What worries me most these days is that it's increasingly less ok to criticise religion. We absolutely have to have the right to mock any belief, or lack of belief. We must respect the person holding the belief - their freedom of thought is valuable, they must not be discriminated against on the basis of their religion. But we don't have to respect the belief itself. That's just an ideology and it can (and should) be challenged.

Religion must not get a free pass. We can't have debate being shut down with cries of 'x-o phobia!' Islam needs to be pulled up sharply on its treatment of women and gays. Ultra Orthodox Jews were rightly pulled up on the women school run /parking brouhaha in London earlier this year. Fundamentalist Christian preachers need to be pulled up on their attitudes to women and birth control in the USA... The list goes on. The ideologies need to be robustly challenged.

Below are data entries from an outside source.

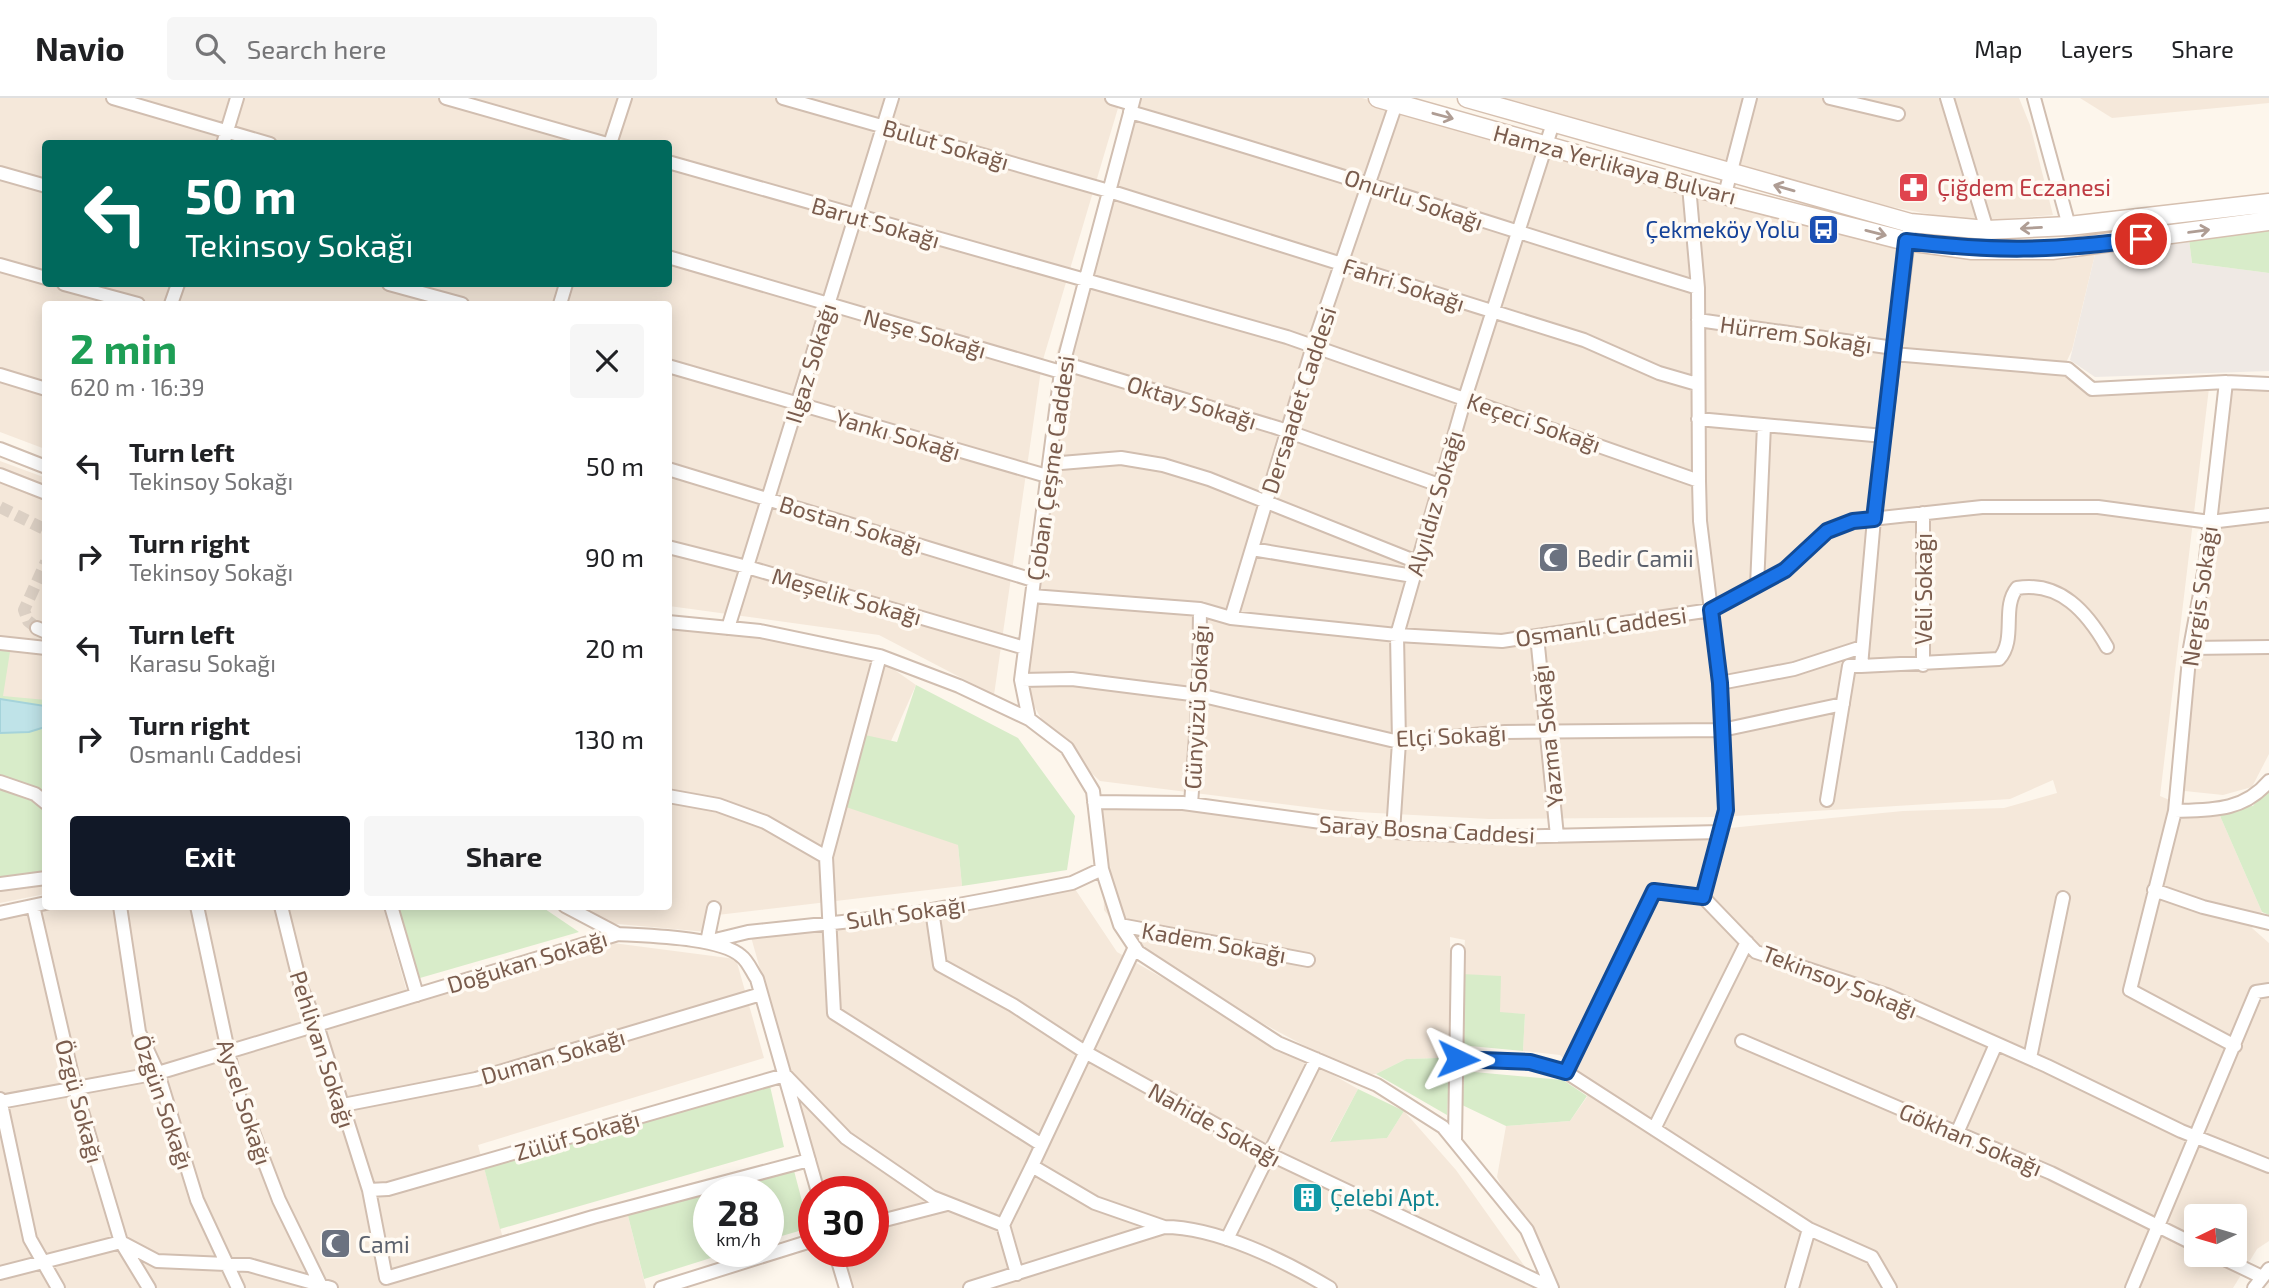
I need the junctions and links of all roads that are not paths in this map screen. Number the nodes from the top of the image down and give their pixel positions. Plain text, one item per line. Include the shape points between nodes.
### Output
1 (113, 98) edge
2 (237, 98) edge
3 (446, 98) edge
4 (625, 98) edge
5 (783, 98) edge
6 (892, 98) edge
7 (1112, 98) edge
8 (1378, 98) edge
9 (1467, 98) edge
10 (1750, 98) edge
11 (1830, 98) edge
12 (1947, 98) edge
13 (2034, 98) edge
14 (1398, 101) edge
15 (1507, 103) edge
16 (1132, 105) edge
17 (1898, 114) dead end
18 (1553, 122) junction
19 (883, 127) junction
20 (225, 137) edge
21 (244, 140) edge
22 (594, 140) edge
23 (609, 140) edge
24 (1547, 145) junction
25 (672, 163) edge
26 (0, 173) edge
27 (1732, 173) junction
28 (1369, 183) junction
29 (42, 185) edge
30 (1689, 186) junction
31 (1109, 191) junction
32 (1725, 194) junction
33 (2269, 203) edge
34 (855, 217) junction
35 (2269, 222) edge
36 (2069, 226) junction
37 (1987, 230) junction
38 (1908, 232) junction
39 (1517, 233) junction
40 (672, 258) edge
41 (1342, 264) junction
42 (0, 265) edge
43 (42, 277) edge
44 (1085, 281) junction
45 (75, 287) edge
46 (400, 287) edge
47 (1698, 288) junction
48 (127, 301) edge
49 (451, 301) edge
50 (828, 304) junction
51 (1493, 312) junction
52 (1698, 320) junction
53 (1313, 345) junction
54 (1893, 351) junction
55 (672, 367) edge
56 (1062, 367) junction
57 (0, 375) edge
58 (2226, 382) junction
59 (1697, 384) junction
60 (2269, 384) edge
61 (42, 388) edge
62 (1465, 398) junction
63 (797, 406) junction
64 (1698, 419) junction
65 (1765, 425) junction
66 (1286, 431) junction
67 (1884, 436) junction
68 (0, 449) edge
69 (42, 465) edge
70 (672, 470) edge
71 (1048, 470) junction
72 (0, 475) edge
73 (1699, 481) junction
74 (1439, 485) junction
75 (42, 491) edge
76 (768, 499) junction
77 (1265, 502) junction
78 (1923, 513) junction
79 (2269, 516) edge
80 (1874, 519) junction
81 (2210, 522) junction
82 (672, 548) edge
83 (1252, 549) junction
84 (1417, 562) junction
85 (747, 567) junction
86 (1413, 576) junction
87 (1034, 580) junction
88 (1757, 586) junction
89 (1032, 596) junction
90 (1200, 610) junction
91 (1711, 610) junction
92 (1231, 618) junction
93 (672, 622) edge
94 (728, 628) junction
95 (1397, 635) junction
96 (1537, 636) junction
97 (0, 643) edge
98 (1862, 647) junction
99 (2107, 647) dead end
100 (2269, 647) edge
101 (42, 648) edge
102 (2190, 648) junction
103 (1025, 649) junction
104 (880, 656) junction
105 (1923, 665) junction
106 (1861, 666) junction
107 (1021, 680) junction
108 (1720, 683) junction
109 (1199, 695) junction
110 (1843, 705) junction
111 (1029, 719) junction
112 (1722, 730) junction
113 (1549, 732) junction
114 (1399, 742) junction
115 (2269, 781) edge
116 (0, 782) edge
117 (672, 797) edge
118 (42, 800) edge
119 (1827, 800) dead end
120 (1094, 802) junction
121 (1191, 804) junction
122 (2175, 811) junction
123 (1393, 832) junction
124 (1720, 832) junction
125 (1557, 836) junction
126 (826, 857) junction
127 (1102, 869) junction
128 (42, 879) edge
129 (0, 884) edge
130 (2154, 890) junction
131 (1703, 897) junction
132 (2063, 898) dead end
133 (39, 904) edge
134 (714, 908) dead end
135 (121, 910) edge
136 (198, 910) edge
137 (282, 910) edge
138 (392, 910) edge
139 (573, 910) edge
140 (932, 910) junction
141 (0, 914) edge
142 (828, 923) junction
143 (2269, 923) edge
144 (1120, 925) junction
145 (618, 934) junction
146 (707, 942) junction
147 (1747, 942) junction
148 (1135, 947) junction
149 (1458, 951) dead end
150 (1308, 960) dead end
151 (2263, 991) edge
152 (761, 994) junction
153 (417, 995) junction
154 (317, 1025) junction
155 (1742, 1041) dead end
156 (1996, 1044) junction
157 (2235, 1046) junction
158 (226, 1052) junction
159 (1085, 1052) junction
160 (2029, 1058) junction
161 (1317, 1059) junction
162 (1458, 1059) junction
163 (1566, 1072) junction
164 (158, 1073) junction
165 (785, 1075) junction
166 (75, 1088) junction
167 (0, 1101) edge
168 (342, 1105) junction
169 (1654, 1129) junction
170 (1957, 1133) junction
171 (2196, 1137) junction
172 (1455, 1140) junction
173 (1042, 1144) junction
174 (1269, 1154) junction
175 (809, 1160) junction
176 (1032, 1166) junction
177 (2269, 1166) edge
178 (814, 1176) edge
179 (369, 1190) junction
180 (948, 1204) junction
181 (889, 1219) edge
182 (1003, 1225) junction
183 (2157, 1226) junction
184 (1164, 1227) junction
185 (1809, 1229) junction
186 (1227, 1239) junction
187 (2184, 1239) edge
188 (121, 1242) junction
189 (798, 1245) edge
190 (42, 1263) junction
191 (226, 1264) junction
192 (840, 1267) edge
193 (2240, 1267) edge
194 (0, 1273) edge
195 (1017, 1273) junction
196 (2262, 1278) edge
197 (387, 1283) edge
198 (324, 1287) edge
199 (58, 1288) edge
200 (149, 1288) edge
201 (238, 1288) edge
202 (661, 1288) edge
203 (846, 1288) edge
204 (970, 1288) edge
205 (1330, 1288) edge
206 (1552, 1288) edge
207 (1792, 1288) edge
208 (1890, 1288) edge
209 (2133, 1288) edge

1 - 20 street
2 - 20 street
3 - 22 street
4 - 23 street
5 - 19 street, Bulut Sokağı
6 - 19 street, Ilgaz Sokağı
7 - 16 street, Onurlu Sokağı
8 - 14 main road, Hamza Yerlikaya Bulvarı
9 - 15 main road, Hamza Yerlikaya Bulvarı
10 - 27 street
11 - 17 street
12 - 37 street
13 - 36 street
14 -> 24 main road, Hamza Yerlikaya Bulvarı
14 - 28 street, Dersaadet Caddesi
15 - 18 main road, Hamza Yerlikaya Bulvarı
16 - 28 street, Onurlu Sokağı
16 - 31 street, Çoban Çeşme Caddesi
18 - 24 street, Alyıldız Sokağı
18 - 27 main road, Hamza Yerlikaya Bulvarı
19 - 31 street, Bulut Sokağı
19 - 34 street, Ilgaz Sokağı
20 - 21 street
24 - 30 main road, Hamza Yerlikaya Bulvarı
24 - 39 street, Alyıldız Sokağı
25 - 34 street, Barut Sokağı
26 - 29 street
27 - 32 street
38 -> 27 main road, Hamza Yerlikaya Bulvarı
28 - 39 street, Onurlu Sokağı
28 - 41 street, Dersaadet Caddesi
30 - 32 main road, Hamza Yerlikaya Bulvarı
30 - 47 street
31 - 41 street, Fahri Sokağı
31 - 44 street, Çoban Çeşme Caddesi
32 -> 38 main road, Hamza Yerlikaya Bulvarı
33 - 36 main road, Hamza Yerlikaya Bulvarı
34 - 44 street, Barut Sokağı
34 - 50 street, Ilgaz Sokağı
38 -> 35 main road, Hamza Yerlikaya Bulvarı via 1972,250 2052,250
36 -> 37 main road, Hamza Yerlikaya Bulvarı
37 - 38 main road, Hamza Yerlikaya Bulvarı
38 - 54 street
39 - 47 street, Onurlu Sokağı
39 - 51 street, Alyıldız Sokağı
40 - 50 street, Neşe Sokağı
41 - 51 street, Fahri Sokağı
41 - 53 street, Dersaadet Caddesi
42 - 43 street
44 - 53 street, Keçeci Sokağı
44 - 56 street, Çoban Çeşme Caddesi
45 - 48 street
46 - 49 street
47 - 52 street
50 - 56 street, Neşe Sokağı
50 - 63 street, Ilgaz Sokağı
51 - 59 street, Fahri Sokağı via 1584,340 1659,373
51 - 62 street, Alyıldız Sokağı
52 - 54 street, Hürrem Sokağı
52 - 59 street
53 - 62 street, Keçeci Sokağı
53 - 66 street, Dersaadet Caddesi
54 - 58 street, Hürrem Sokağı via 2068,369 2092,389
54 - 67 street
55 - 63 street, Yankı Sokağı
56 - 66 street, Oktay Sokağı
56 - 71 street, Çoban Çeşme Caddesi
57 - 61 street
58 - 60 street, Hürrem Sokağı
58 - 81 street, Nergis Sokağı
59 - 64 street
62 - 73 street, Keçeci Sokağı
62 - 74 street, Alyıldız Sokağı
63 - 71 street, Yankı Sokağı
63 - 76 street, Ilgaz Sokağı
64 - 65 street
64 - 73 street
65 - 67 street
65 - 88 street
66 - 74 street, Oktay Sokağı
66 - 77 street, Dersaadet Caddesi
67 - 80 street
68 - 69 street
70 - 76 street, Bostan Sokağı
71 - 77 street via 1121,458 1163,466
71 - 87 street, Çoban Çeşme Caddesi
72 - 75 street
73 - 91 street
74 - 84 street, Alyıldız Sokağı
76 - 85 street, Ilgaz Sokağı
76 - 87 street, Bostan Sokağı
77 - 83 street, Dersaadet Caddesi
77 - 84 street
78 - 80 street, Osmanlı Caddesi
78 - 81 street, Osmanlı Caddesi via 1982,507 2098,507
78 - 105 street, Veli Sokağı
79 - 81 street, Osmanlı Caddesi
80 - 88 street, Osmanlı Caddesi via 1827,531 1785,570
80 - 98 street
81 - 102 street, Nergis Sokağı
82 - 85 street, Meşelik Sokağı
83 - 86 street
83 - 92 street, Dersaadet Caddesi
84 - 86 street, Alyıldız Sokağı
85 - 94 street, Ilgaz Sokağı
85 - 103 street, Meşelik Sokağı
86 - 95 street, Alyıldız Sokağı
87 - 89 street, Çoban Çeşme Caddesi
88 - 91 street, Osmanlı Caddesi
89 - 90 street, Osmanlı Caddesi
89 - 103 street, Çoban Çeşme Caddesi
90 - 92 street, Osmanlı Caddesi
90 - 109 street, Günyüzü Sokağı
91 - 96 street, Osmanlı Caddesi
91 - 108 street
92 - 95 street, Osmanlı Caddesi
93 - 94 street
94 - 104 street
95 - 96 street, Osmanlı Caddesi via 1502,641
95 - 114 street, Alyıldız Sokağı
96 - 113 street, Yazma Sokağı
97 - 101 street
98 - 106 street
98 - 108 street via 1794,669
99 - 105 street via 2094,624 2068,599 2037,585 2017,589 2011,596 2008,649 1999,659
100 - 102 street
102 - 122 street, Nergis Sokağı
103 - 107 street, Çoban Çeşme Caddesi
104 - 111 street
104 - 126 street
105 - 106 street
106 - 110 street via 1849,666
107 - 109 street, Elçi Sokağı via 1072,679
107 - 111 street, Çoban Çeşme Caddesi
108 - 112 street
109 - 114 street, Elçi Sokağı
109 - 121 street, Günyüzü Sokağı
110 - 112 street, Elçi Sokağı
110 - 119 street
111 - 120 street via 1067,748 1093,791
112 - 113 street, Elçi Sokağı
112 - 124 street via 1726,810
113 - 114 street, Elçi Sokağı
113 - 125 street, Yazma Sokağı
114 - 123 street, Alyıldız Sokağı
115 - 122 street via 2244,803 2216,810
116 - 118 street
117 - 126 street via 718,804 765,822
120 - 121 street, Saray Bosna Caddesi
120 - 127 street
121 - 123 street, Saray Bosna Caddesi
122 - 130 street, Nergis Sokağı
123 - 125 street, Saray Bosna Caddesi
124 - 125 street, Saray Bosna Caddesi
124 - 131 street
126 - 142 street
127 - 140 street, Sulh Sokağı via 1072,883
127 - 144 street
128 - 129 street
130 - 143 street
130 - 157 street, Nergis Sokağı via 2130,990
131 - 147 street, Tekinsoy Sokağı
131 - 163 street via 1654,891
132 - 160 street
133 - 141 street
133 - 166 street, Özgü Sokağı via 40,929
134 - 146 street
135 - 164 street, Özgün Sokağı via 139,1032
136 - 158 street, Aysel Sokağı
137 - 154 street, Pehlivan Sokağı via 301,987
138 - 153 street
139 - 145 street
140 - 142 street, Sulh Sokağı
140 - 159 street, Nahide Sokağı via 940,965
142 - 146 street, Sulh Sokağı via 748,932
142 - 173 street via 834,1013
144 - 148 street
144 - 150 street, Kadem Sokağı
145 - 146 street, Doğukan Sokağı
145 - 153 street, Doğukan Sokağı
146 - 152 street, Doğukan Sokağı via 741,955
147 - 156 street, Tekinsoy Sokağı via 1756,952 1887,995
147 - 169 street
148 - 159 street
148 - 161 street via 1278,1043
149 - 162 street
151 - 157 street
152 - 165 street, Doğukan Sokağı
152 - 168 street, Duman Sokağı via 476,1079
153 - 154 street, Doğukan Sokağı
154 - 158 street, Doğukan Sokağı
154 - 168 street, Pehlivan Sokağı
155 - 170 street, Gökhan Sokağı
156 - 160 street, Tekinsoy Sokağı
156 - 170 street
157 - 171 street
158 - 164 street, Doğukan Sokağı
158 - 198 street, Aysel Sokağı via 279,1200
159 - 173 street
159 - 174 street, Nahide Sokağı
160 - 171 street, Tekinsoy Sokağı
161 - 172 street via 1377,1086 1443,1127
161 - 174 street
162 - 163 street via 1530,1062
162 - 172 street
163 - 169 street
164 - 166 street, Doğukan Sokağı
164 - 191 street, Özgün Sokağı via 197,1200
165 - 175 street, Doğukan Sokağı
165 - 179 street, Zülüf Sokağı via 388,1189
165 - 180 street via 846,1138
166 - 167 street, Doğukan Sokağı
166 - 188 street, Özgü Sokağı
167 - 190 street via 30,1239
168 - 179 street, Pehlivan Sokağı
169 - 185 street
170 - 183 street, Gökhan Sokağı
171 - 177 street, Tekinsoy Sokağı
171 - 183 street
172 - 206 street via 1527,1230
173 - 176 street
174 - 186 street
174 - 206 street, Nahide Sokağı
175 - 178 street, Doğukan Sokağı
175 - 197 street via 593,1217
176 - 182 street
176 - 184 street via 1095,1203
179 - 197 street, Pehlivan Sokağı
180 - 181 street
180 - 182 street
182 - 195 street
183 - 187 street, Gökhan Sokağı
183 - 209 street
184 - 186 street via 1186,1227
184 - 195 street
185 - 207 street
185 - 208 street via 1872,1257
186 - 205 street
188 - 190 street
188 - 191 street via 157,1261
188 - 200 street, Özgü Sokağı
189 - 202 street
190 - 194 street
190 - 199 street
191 - 198 street via 249,1265
191 - 201 street, Özgün Sokağı
192 - 203 street
193 - 196 street
195 - 204 street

Skiptonlass · 22/09/2015 11:53

A certain credulity. Not lack of it ;)

Aeroflotgirl · 22/09/2015 11:55

YABVVVU and very narrow minded. Science cannot explain everything, there are many things we do not know about the world and the universe.

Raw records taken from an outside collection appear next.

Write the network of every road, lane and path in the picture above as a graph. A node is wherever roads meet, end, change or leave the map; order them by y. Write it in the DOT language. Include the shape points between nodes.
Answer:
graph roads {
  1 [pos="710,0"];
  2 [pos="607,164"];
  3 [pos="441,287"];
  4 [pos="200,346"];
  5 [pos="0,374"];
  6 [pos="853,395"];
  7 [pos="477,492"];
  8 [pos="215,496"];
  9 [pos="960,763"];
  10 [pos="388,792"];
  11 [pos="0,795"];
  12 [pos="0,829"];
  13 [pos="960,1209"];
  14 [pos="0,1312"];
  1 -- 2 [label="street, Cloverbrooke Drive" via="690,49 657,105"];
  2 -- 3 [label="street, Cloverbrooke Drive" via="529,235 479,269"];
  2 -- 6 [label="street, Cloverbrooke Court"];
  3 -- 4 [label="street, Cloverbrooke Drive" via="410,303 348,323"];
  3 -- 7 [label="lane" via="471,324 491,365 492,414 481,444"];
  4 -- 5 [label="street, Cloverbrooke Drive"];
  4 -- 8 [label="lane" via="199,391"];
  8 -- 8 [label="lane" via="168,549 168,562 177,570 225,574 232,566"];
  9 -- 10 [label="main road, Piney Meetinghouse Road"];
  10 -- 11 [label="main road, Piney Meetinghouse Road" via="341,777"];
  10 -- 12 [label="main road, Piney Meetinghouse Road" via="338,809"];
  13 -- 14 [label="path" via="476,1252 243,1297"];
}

MaidOfStars · 22/09/2015 11:59

you can work in a lab perfectly competently with a lot of weird stuff going on in your head, as long as you can isolate the correct protein at the end of the day. Or whatever

I 100% agree. I have zero problem working alongside people I know to be religious (I do so daily). I've never observed any impact on their ability to do science well, sometimes exceedingly so.

But what I might question is whether they have the skeptical mind I think necessary to not just "do" science but to "be" science. Does the division I'm trying to articulate make sense?

I can "do" religion but I can't "be" religious. And the creationist who plots phylogenetic trees, is "doing", not "being".

That ^ sounds like a drunken student debate, looking back Grin. I guess I am dividing technical competence from philosophical approach.

Science cannot explain everything

What do people mean when they write this? Are you saying that scientific knowledge is incomplete? That's obvious, it can never be complete. Or are you asserting the existence of observable phenomena that will always be beyond the realm of scientific explanation?

Aeroflotgirl · 22/09/2015 12:05

Yes it is maid, phenomonen happen that cannot be explained by science yes beyond the realm of science.

Bumpsadaisie · 22/09/2015 12:10

I think to narrow the "Christianity as a guide to living life" down to mere "morals" is a bit of a red herring and very limited in scope.

I don't think Christians are any more or less "moral" than non-Christians. Following Christ's teachings is not about being "good" - after all we are no longer in the nursery. Christians don't (or shouldn't) aim at being the school prefects of humanity. Christ's teachings make it clear this is not necessary and the "rewards" don't consist of getting sweeties for being good. In Christ's world the normal transactional basis of our world is suspended - sometimes those who have done the least work are rewarded just as much as those who have done the most, sometimes the unworthy receive the greatest gifts. This is not a "reward chart" situation Grin

Being a christian to my mind isn't about being better than everyone else or more moral. It is about living your life as fully and wholly as you can, in a community with others doing likewise, with your mind and heart focussed on the right things to get you there. What those things are are for you to discover.

BertrandRussell · 22/09/2015 12:11

"Yes it is maid, phenomonen happen that cannot be explained by science yes beyond the realm of science."

What do "cannot" and "beyond the realm of" mean in this context?